Exercise description: Your response should be every line of the data, written out exactly.

Stored items:
┌──

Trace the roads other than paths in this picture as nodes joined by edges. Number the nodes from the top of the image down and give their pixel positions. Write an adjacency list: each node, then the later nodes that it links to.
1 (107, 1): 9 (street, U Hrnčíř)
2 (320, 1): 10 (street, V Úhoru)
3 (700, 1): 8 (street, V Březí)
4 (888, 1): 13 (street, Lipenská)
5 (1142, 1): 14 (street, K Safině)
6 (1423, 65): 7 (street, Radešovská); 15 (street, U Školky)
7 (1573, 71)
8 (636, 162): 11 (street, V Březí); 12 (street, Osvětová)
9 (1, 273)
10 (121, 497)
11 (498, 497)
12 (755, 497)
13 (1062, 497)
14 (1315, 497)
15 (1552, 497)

└──

Answer section:
Trace the roads other than paths in this picture as nodes joined by edges. Number the nodes from the top of the image down and give their pixel positions. Write an adjacency list: each node, then the later nodes that it links to.
1 (107, 1): 9 (street, U Hrnčíř)
2 (320, 1): 10 (street, V Úhoru)
3 (700, 1): 8 (street, V Březí)
4 (888, 1): 13 (street, Lipenská)
5 (1142, 1): 14 (street, K Safině)
6 (1423, 65): 7 (street, Radešovská); 15 (street, U Školky)
7 (1573, 71)
8 (636, 162): 11 (street, V Březí); 12 (street, Osvětová)
9 (1, 273)
10 (121, 497)
11 (498, 497)
12 (755, 497)
13 (1062, 497)
14 (1315, 497)
15 (1552, 497)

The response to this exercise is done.